The activities of human being in and around tropical rain forest are serious thread for the existence of Sumatran orangutan, as well as to other species in Indonesia. Their natural habitat, tropical lowland rain forest, is decreasing in quantity up to an endangering level based on land overuse and agricultural expansion. Moreover, forest fire as a method of land clearing continues causing immeasurable destruction.
Sumatran Orangutan Conservation Programme (SOCP) is a collaborative programme initiated by PanEco and YEL involving the Indonesian Ministry of Forestry’s Directorate General of Forest Protection and Natural Conservation (Dit. Jen. PHKA Kementerian Kehutanan) and Frankfurt Zoological Society (FZS). The activities within SOCP relate to all aspects of the conservation of Sumatran orangutan, among others:
- Confiscation, quarantine and reintroduction of orangutan formerly held illegally as pet;
- Survey and monitoring of remaining population of Sumatran orangutan;
- Research on the conservation and behaviour of Sumatran orangutan;
- Education and awareness raising in environmental conservation.
Goal
The overall goal of SOCP is to increase the survivability of the Sumatran orangutan through activities focusing mainly in confiscation, quarantine, socialization and reintroduction of orangutan previously held illegally as pet.
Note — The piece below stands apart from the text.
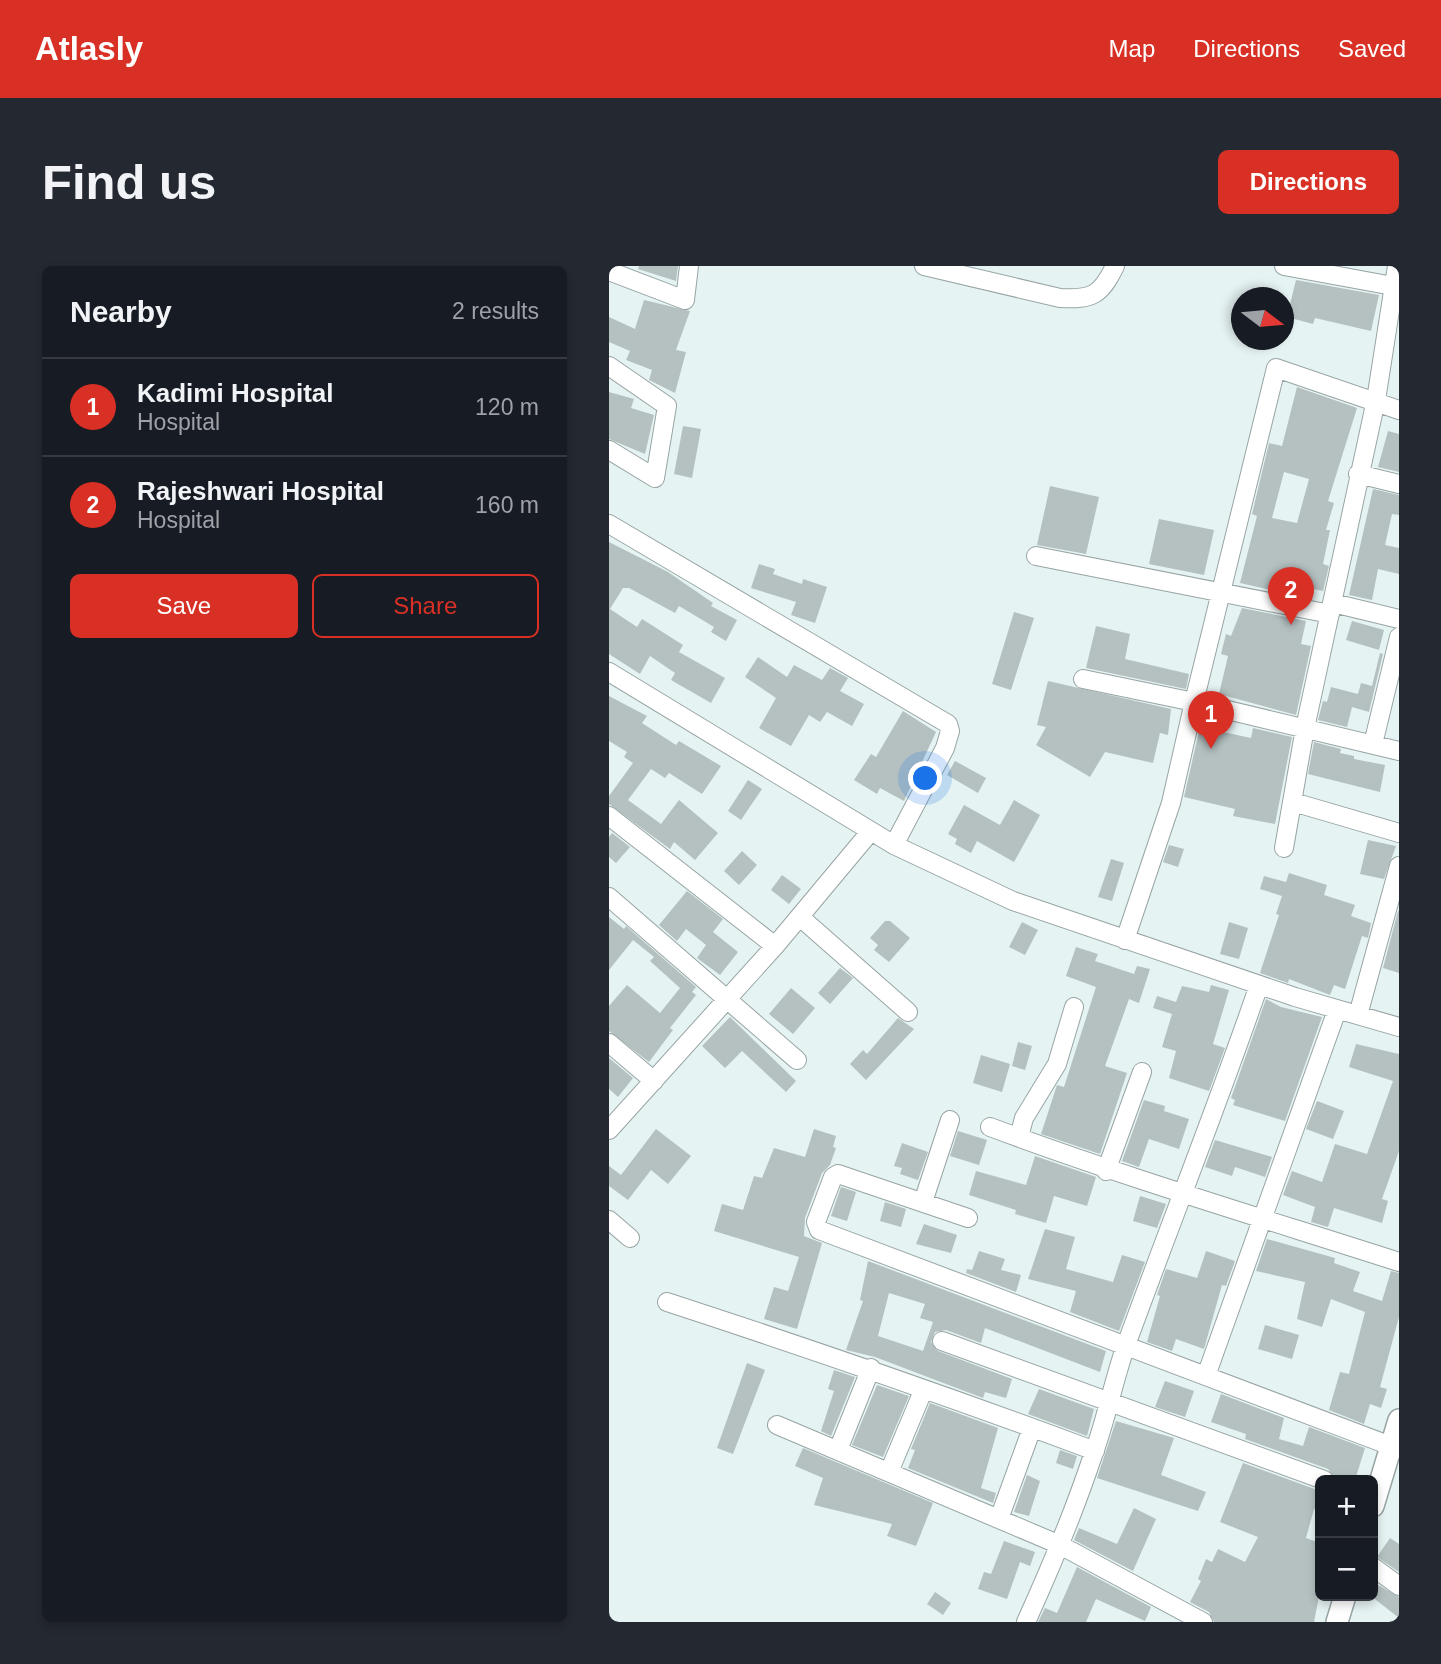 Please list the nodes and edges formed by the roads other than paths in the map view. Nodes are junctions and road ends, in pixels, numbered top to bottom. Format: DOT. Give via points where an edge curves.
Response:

Since 1973, confiscated Sumatran orangutan have been successfully reintroduced into the areas of Gunung Leuser National Park at Bukit Lawang in the Province of North Sumatra. Indeed, both national and international rules and regulation in the mid 90’s rejected the reintroduction of orangutan into forest areas with already existing, healthy wild orangutan population based on the possibility of disease transmission and of over population. Therefore, PanEco and YEL decided to establish an orangutan quarantine centre in Batu Mbelin, Sibolangit, North Sumatra, that serves as also a medical centre for confiscated orangutan, and together with the FZS in Jambi to establish a Sumatran orangutan reintroduction centre around the area of Bukit Tigapuluh National Park. Currently, 100 of healthy Sumatran orangutan has been reintroduced in this reintroduction centre.
Besides the Sumatran orangutan reintroduction component, SOCP is also active in conducting research, suvey and monitoring of the remaining wild population of Sumatran orangutan, working to improve the protection of those remaining population in Sumatra and increasing awareness of community living adjacent to the habitats of Sumatran orangutan. For those purposes, the former rehabilitation centre at the foot of Gunung Leuser National Park is restructured into a centre for assessment and observation of Sumatran orangutan.
In the first quarter of 2011 SOCP and the Indonesian Ministry of Forestry’s Office of Conservation of Natural Resources in Aceh has inaugurated a new reintroduction site in the Nature Reserve of Jantho in the District of Aceh Besar, Province of Aceh. This introduction centre was established based on the formal approval of the Ministry and hosts currently 14 Sumatran orangutan, which were previously conviscated within Aceh Province and taken care at SOCP’s quarantine centre in Batu Mbelin.